**Assignment**
Print every line of the data word for word.

= Beginning of Section =

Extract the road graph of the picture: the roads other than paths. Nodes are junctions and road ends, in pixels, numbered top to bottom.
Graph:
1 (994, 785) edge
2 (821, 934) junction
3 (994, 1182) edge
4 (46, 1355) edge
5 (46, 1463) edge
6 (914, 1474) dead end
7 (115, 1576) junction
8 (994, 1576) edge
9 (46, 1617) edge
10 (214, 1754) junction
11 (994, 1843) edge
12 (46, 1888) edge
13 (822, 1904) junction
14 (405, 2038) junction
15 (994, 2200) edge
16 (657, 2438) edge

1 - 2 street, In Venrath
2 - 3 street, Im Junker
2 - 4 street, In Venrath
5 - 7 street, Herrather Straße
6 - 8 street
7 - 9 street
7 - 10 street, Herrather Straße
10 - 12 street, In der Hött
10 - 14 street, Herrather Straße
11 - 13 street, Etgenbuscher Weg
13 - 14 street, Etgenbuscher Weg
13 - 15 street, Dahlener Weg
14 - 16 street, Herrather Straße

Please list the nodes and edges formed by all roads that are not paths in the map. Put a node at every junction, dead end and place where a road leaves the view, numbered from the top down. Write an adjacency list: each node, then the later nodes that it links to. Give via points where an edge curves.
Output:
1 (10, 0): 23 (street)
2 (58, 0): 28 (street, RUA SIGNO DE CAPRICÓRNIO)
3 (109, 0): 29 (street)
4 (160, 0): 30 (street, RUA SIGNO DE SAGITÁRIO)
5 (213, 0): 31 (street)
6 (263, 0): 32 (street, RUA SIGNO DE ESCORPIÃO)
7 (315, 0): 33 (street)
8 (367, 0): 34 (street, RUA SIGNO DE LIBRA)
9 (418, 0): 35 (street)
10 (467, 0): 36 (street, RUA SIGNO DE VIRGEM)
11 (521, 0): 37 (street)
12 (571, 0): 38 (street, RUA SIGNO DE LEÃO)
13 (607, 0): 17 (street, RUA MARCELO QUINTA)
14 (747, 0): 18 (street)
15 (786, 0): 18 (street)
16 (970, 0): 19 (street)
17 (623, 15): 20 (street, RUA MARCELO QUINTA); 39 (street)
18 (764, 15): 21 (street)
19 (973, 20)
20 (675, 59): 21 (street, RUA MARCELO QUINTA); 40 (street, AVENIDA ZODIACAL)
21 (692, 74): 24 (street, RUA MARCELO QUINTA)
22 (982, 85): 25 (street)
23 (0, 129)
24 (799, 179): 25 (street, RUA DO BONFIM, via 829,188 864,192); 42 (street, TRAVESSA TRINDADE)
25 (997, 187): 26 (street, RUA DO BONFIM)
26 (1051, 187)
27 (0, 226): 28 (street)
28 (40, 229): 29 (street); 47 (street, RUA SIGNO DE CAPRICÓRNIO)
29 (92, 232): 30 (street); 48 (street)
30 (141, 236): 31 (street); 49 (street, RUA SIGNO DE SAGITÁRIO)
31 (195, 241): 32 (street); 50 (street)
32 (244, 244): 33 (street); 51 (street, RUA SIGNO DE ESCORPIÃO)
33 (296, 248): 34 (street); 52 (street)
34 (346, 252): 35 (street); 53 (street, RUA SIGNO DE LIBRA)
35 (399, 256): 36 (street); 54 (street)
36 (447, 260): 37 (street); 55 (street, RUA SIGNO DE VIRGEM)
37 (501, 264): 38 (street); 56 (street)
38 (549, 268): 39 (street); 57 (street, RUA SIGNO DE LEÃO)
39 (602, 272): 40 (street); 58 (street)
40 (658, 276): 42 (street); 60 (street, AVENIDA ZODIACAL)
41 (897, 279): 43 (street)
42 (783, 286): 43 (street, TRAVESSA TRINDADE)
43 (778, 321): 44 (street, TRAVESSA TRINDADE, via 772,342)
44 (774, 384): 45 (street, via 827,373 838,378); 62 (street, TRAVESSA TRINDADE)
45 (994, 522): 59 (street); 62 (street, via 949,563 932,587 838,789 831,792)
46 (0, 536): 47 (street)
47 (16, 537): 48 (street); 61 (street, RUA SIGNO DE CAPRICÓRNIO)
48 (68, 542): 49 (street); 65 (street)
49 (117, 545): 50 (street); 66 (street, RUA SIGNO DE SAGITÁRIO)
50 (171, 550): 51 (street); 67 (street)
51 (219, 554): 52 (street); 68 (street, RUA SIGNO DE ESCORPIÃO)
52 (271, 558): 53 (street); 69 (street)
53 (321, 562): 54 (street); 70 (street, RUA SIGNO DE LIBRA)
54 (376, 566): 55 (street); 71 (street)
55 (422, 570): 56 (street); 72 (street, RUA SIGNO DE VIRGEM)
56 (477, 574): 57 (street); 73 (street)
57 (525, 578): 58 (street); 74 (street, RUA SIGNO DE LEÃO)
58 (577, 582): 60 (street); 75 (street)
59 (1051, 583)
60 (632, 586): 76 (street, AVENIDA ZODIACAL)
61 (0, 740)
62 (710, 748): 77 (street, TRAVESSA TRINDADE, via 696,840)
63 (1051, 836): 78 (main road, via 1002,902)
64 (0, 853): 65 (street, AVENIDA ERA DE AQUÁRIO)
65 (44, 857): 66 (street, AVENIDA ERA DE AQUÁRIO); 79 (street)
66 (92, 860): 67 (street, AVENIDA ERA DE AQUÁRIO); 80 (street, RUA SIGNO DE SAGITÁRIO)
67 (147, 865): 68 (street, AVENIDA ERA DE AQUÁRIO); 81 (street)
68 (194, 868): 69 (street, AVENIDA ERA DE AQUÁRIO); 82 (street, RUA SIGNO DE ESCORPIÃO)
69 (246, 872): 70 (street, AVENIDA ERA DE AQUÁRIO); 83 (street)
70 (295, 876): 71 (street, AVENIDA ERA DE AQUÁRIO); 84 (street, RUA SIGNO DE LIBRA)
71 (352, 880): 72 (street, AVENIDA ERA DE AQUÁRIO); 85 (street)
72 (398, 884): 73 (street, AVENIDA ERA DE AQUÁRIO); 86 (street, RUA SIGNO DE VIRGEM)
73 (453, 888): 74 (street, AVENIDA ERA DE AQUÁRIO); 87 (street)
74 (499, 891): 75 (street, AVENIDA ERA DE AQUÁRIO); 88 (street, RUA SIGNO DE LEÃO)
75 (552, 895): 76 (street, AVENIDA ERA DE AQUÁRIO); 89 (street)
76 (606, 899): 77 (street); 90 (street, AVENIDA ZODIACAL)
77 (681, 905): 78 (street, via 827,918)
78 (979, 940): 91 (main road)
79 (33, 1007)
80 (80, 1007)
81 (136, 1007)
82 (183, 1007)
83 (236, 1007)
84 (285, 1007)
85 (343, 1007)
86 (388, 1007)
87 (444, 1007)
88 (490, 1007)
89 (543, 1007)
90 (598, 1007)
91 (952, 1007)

= End of Section =

**Written solution**
Extract the road graph of the picture: the roads other than paths. Nodes are junctions and road ends, in pixels, numbered top to bottom.
Graph:
1 (994, 785) edge
2 (821, 934) junction
3 (994, 1182) edge
4 (46, 1355) edge
5 (46, 1463) edge
6 (914, 1474) dead end
7 (115, 1576) junction
8 (994, 1576) edge
9 (46, 1617) edge
10 (214, 1754) junction
11 (994, 1843) edge
12 (46, 1888) edge
13 (822, 1904) junction
14 (405, 2038) junction
15 (994, 2200) edge
16 (657, 2438) edge

1 - 2 street, In Venrath
2 - 3 street, Im Junker
2 - 4 street, In Venrath
5 - 7 street, Herrather Straße
6 - 8 street
7 - 9 street
7 - 10 street, Herrather Straße
10 - 12 street, In der Hött
10 - 14 street, Herrather Straße
11 - 13 street, Etgenbuscher Weg
13 - 14 street, Etgenbuscher Weg
13 - 15 street, Dahlener Weg
14 - 16 street, Herrather Straße

Please list the nodes and edges formed by all roads that are not paths in the map. Put a node at every junction, dead end and place where a road leaves the view, numbered from the top down. Write an adjacency list: each node, then the later nodes that it links to. Give via points where an edge curves.
Output:
1 (10, 0): 23 (street)
2 (58, 0): 28 (street, RUA SIGNO DE CAPRICÓRNIO)
3 (109, 0): 29 (street)
4 (160, 0): 30 (street, RUA SIGNO DE SAGITÁRIO)
5 (213, 0): 31 (street)
6 (263, 0): 32 (street, RUA SIGNO DE ESCORPIÃO)
7 (315, 0): 33 (street)
8 (367, 0): 34 (street, RUA SIGNO DE LIBRA)
9 (418, 0): 35 (street)
10 (467, 0): 36 (street, RUA SIGNO DE VIRGEM)
11 (521, 0): 37 (street)
12 (571, 0): 38 (street, RUA SIGNO DE LEÃO)
13 (607, 0): 17 (street, RUA MARCELO QUINTA)
14 (747, 0): 18 (street)
15 (786, 0): 18 (street)
16 (970, 0): 19 (street)
17 (623, 15): 20 (street, RUA MARCELO QUINTA); 39 (street)
18 (764, 15): 21 (street)
19 (973, 20)
20 (675, 59): 21 (street, RUA MARCELO QUINTA); 40 (street, AVENIDA ZODIACAL)
21 (692, 74): 24 (street, RUA MARCELO QUINTA)
22 (982, 85): 25 (street)
23 (0, 129)
24 (799, 179): 25 (street, RUA DO BONFIM, via 829,188 864,192); 42 (street, TRAVESSA TRINDADE)
25 (997, 187): 26 (street, RUA DO BONFIM)
26 (1051, 187)
27 (0, 226): 28 (street)
28 (40, 229): 29 (street); 47 (street, RUA SIGNO DE CAPRICÓRNIO)
29 (92, 232): 30 (street); 48 (street)
30 (141, 236): 31 (street); 49 (street, RUA SIGNO DE SAGITÁRIO)
31 (195, 241): 32 (street); 50 (street)
32 (244, 244): 33 (street); 51 (street, RUA SIGNO DE ESCORPIÃO)
33 (296, 248): 34 (street); 52 (street)
34 (346, 252): 35 (street); 53 (street, RUA SIGNO DE LIBRA)
35 (399, 256): 36 (street); 54 (street)
36 (447, 260): 37 (street); 55 (street, RUA SIGNO DE VIRGEM)
37 (501, 264): 38 (street); 56 (street)
38 (549, 268): 39 (street); 57 (street, RUA SIGNO DE LEÃO)
39 (602, 272): 40 (street); 58 (street)
40 (658, 276): 42 (street); 60 (street, AVENIDA ZODIACAL)
41 (897, 279): 43 (street)
42 (783, 286): 43 (street, TRAVESSA TRINDADE)
43 (778, 321): 44 (street, TRAVESSA TRINDADE, via 772,342)
44 (774, 384): 45 (street, via 827,373 838,378); 62 (street, TRAVESSA TRINDADE)
45 (994, 522): 59 (street); 62 (street, via 949,563 932,587 838,789 831,792)
46 (0, 536): 47 (street)
47 (16, 537): 48 (street); 61 (street, RUA SIGNO DE CAPRICÓRNIO)
48 (68, 542): 49 (street); 65 (street)
49 (117, 545): 50 (street); 66 (street, RUA SIGNO DE SAGITÁRIO)
50 (171, 550): 51 (street); 67 (street)
51 (219, 554): 52 (street); 68 (street, RUA SIGNO DE ESCORPIÃO)
52 (271, 558): 53 (street); 69 (street)
53 (321, 562): 54 (street); 70 (street, RUA SIGNO DE LIBRA)
54 (376, 566): 55 (street); 71 (street)
55 (422, 570): 56 (street); 72 (street, RUA SIGNO DE VIRGEM)
56 (477, 574): 57 (street); 73 (street)
57 (525, 578): 58 (street); 74 (street, RUA SIGNO DE LEÃO)
58 (577, 582): 60 (street); 75 (street)
59 (1051, 583)
60 (632, 586): 76 (street, AVENIDA ZODIACAL)
61 (0, 740)
62 (710, 748): 77 (street, TRAVESSA TRINDADE, via 696,840)
63 (1051, 836): 78 (main road, via 1002,902)
64 (0, 853): 65 (street, AVENIDA ERA DE AQUÁRIO)
65 (44, 857): 66 (street, AVENIDA ERA DE AQUÁRIO); 79 (street)
66 (92, 860): 67 (street, AVENIDA ERA DE AQUÁRIO); 80 (street, RUA SIGNO DE SAGITÁRIO)
67 (147, 865): 68 (street, AVENIDA ERA DE AQUÁRIO); 81 (street)
68 (194, 868): 69 (street, AVENIDA ERA DE AQUÁRIO); 82 (street, RUA SIGNO DE ESCORPIÃO)
69 (246, 872): 70 (street, AVENIDA ERA DE AQUÁRIO); 83 (street)
70 (295, 876): 71 (street, AVENIDA ERA DE AQUÁRIO); 84 (street, RUA SIGNO DE LIBRA)
71 (352, 880): 72 (street, AVENIDA ERA DE AQUÁRIO); 85 (street)
72 (398, 884): 73 (street, AVENIDA ERA DE AQUÁRIO); 86 (street, RUA SIGNO DE VIRGEM)
73 (453, 888): 74 (street, AVENIDA ERA DE AQUÁRIO); 87 (street)
74 (499, 891): 75 (street, AVENIDA ERA DE AQUÁRIO); 88 (street, RUA SIGNO DE LEÃO)
75 (552, 895): 76 (street, AVENIDA ERA DE AQUÁRIO); 89 (street)
76 (606, 899): 77 (street); 90 (street, AVENIDA ZODIACAL)
77 (681, 905): 78 (street, via 827,918)
78 (979, 940): 91 (main road)
79 (33, 1007)
80 (80, 1007)
81 (136, 1007)
82 (183, 1007)
83 (236, 1007)
84 (285, 1007)
85 (343, 1007)
86 (388, 1007)
87 (444, 1007)
88 (490, 1007)
89 (543, 1007)
90 (598, 1007)
91 (952, 1007)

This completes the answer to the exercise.